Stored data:
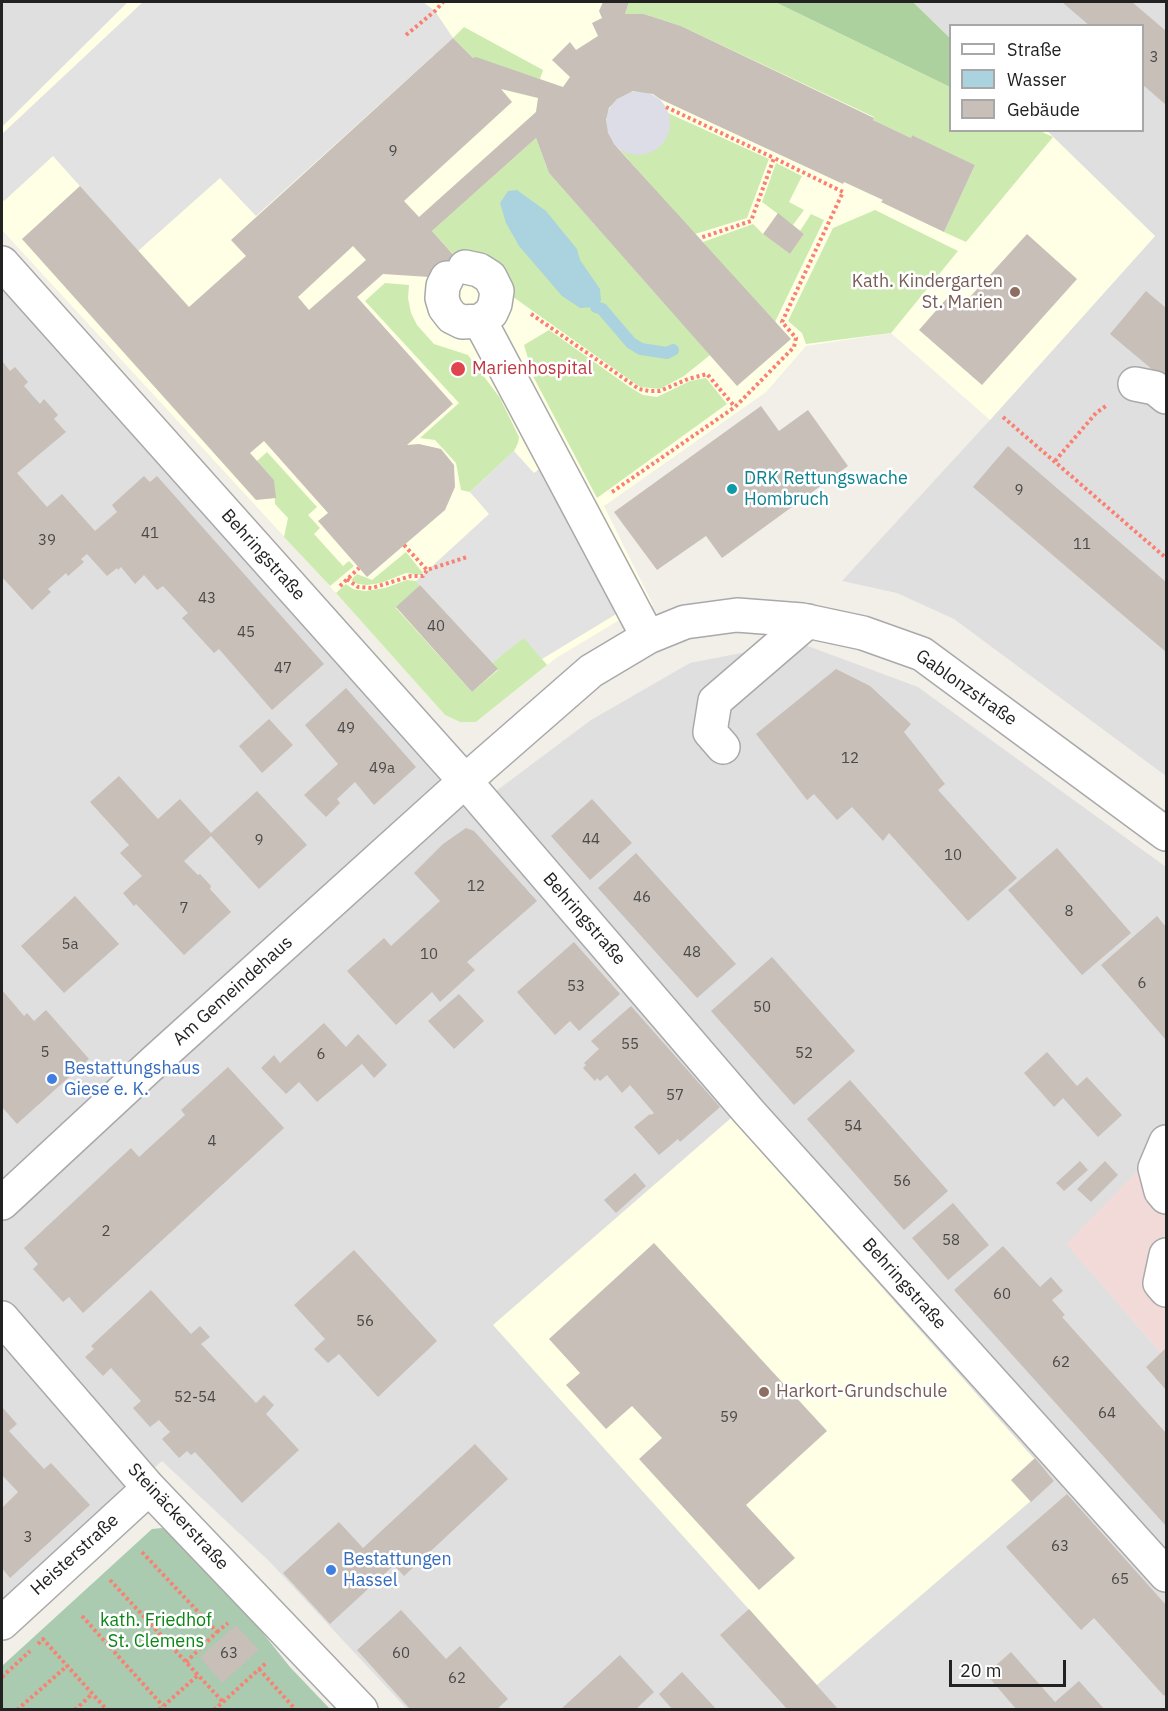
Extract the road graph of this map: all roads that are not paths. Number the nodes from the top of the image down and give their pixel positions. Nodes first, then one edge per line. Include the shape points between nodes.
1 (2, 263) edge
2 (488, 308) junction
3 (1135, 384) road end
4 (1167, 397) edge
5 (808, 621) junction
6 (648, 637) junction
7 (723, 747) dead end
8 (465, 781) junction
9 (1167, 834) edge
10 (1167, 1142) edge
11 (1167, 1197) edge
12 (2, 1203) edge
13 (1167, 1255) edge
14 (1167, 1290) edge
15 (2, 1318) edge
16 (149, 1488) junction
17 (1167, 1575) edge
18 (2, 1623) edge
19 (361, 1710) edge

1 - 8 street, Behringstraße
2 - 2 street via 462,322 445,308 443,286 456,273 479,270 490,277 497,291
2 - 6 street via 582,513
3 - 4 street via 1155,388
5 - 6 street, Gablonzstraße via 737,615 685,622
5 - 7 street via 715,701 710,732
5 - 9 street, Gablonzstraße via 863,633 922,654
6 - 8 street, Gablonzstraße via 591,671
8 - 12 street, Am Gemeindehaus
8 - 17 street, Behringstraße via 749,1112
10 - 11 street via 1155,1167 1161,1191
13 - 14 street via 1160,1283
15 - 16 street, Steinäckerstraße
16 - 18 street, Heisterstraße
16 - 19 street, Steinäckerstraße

EXERCISE REQUIREMENTS —
An exact reproduction of every record above is required, with no pictures included.

REPLY TO THE TASK —
Extract the road graph of this map: all roads that are not paths. Number the nodes from the top of the image down and give their pixel positions. Nodes first, then one edge per line. Include the shape points between nodes.
1 (2, 263) edge
2 (488, 308) junction
3 (1135, 384) road end
4 (1167, 397) edge
5 (808, 621) junction
6 (648, 637) junction
7 (723, 747) dead end
8 (465, 781) junction
9 (1167, 834) edge
10 (1167, 1142) edge
11 (1167, 1197) edge
12 (2, 1203) edge
13 (1167, 1255) edge
14 (1167, 1290) edge
15 (2, 1318) edge
16 (149, 1488) junction
17 (1167, 1575) edge
18 (2, 1623) edge
19 (361, 1710) edge

1 - 8 street, Behringstraße
2 - 2 street via 462,322 445,308 443,286 456,273 479,270 490,277 497,291
2 - 6 street via 582,513
3 - 4 street via 1155,388
5 - 6 street, Gablonzstraße via 737,615 685,622
5 - 7 street via 715,701 710,732
5 - 9 street, Gablonzstraße via 863,633 922,654
6 - 8 street, Gablonzstraße via 591,671
8 - 12 street, Am Gemeindehaus
8 - 17 street, Behringstraße via 749,1112
10 - 11 street via 1155,1167 1161,1191
13 - 14 street via 1160,1283
15 - 16 street, Steinäckerstraße
16 - 18 street, Heisterstraße
16 - 19 street, Steinäckerstraße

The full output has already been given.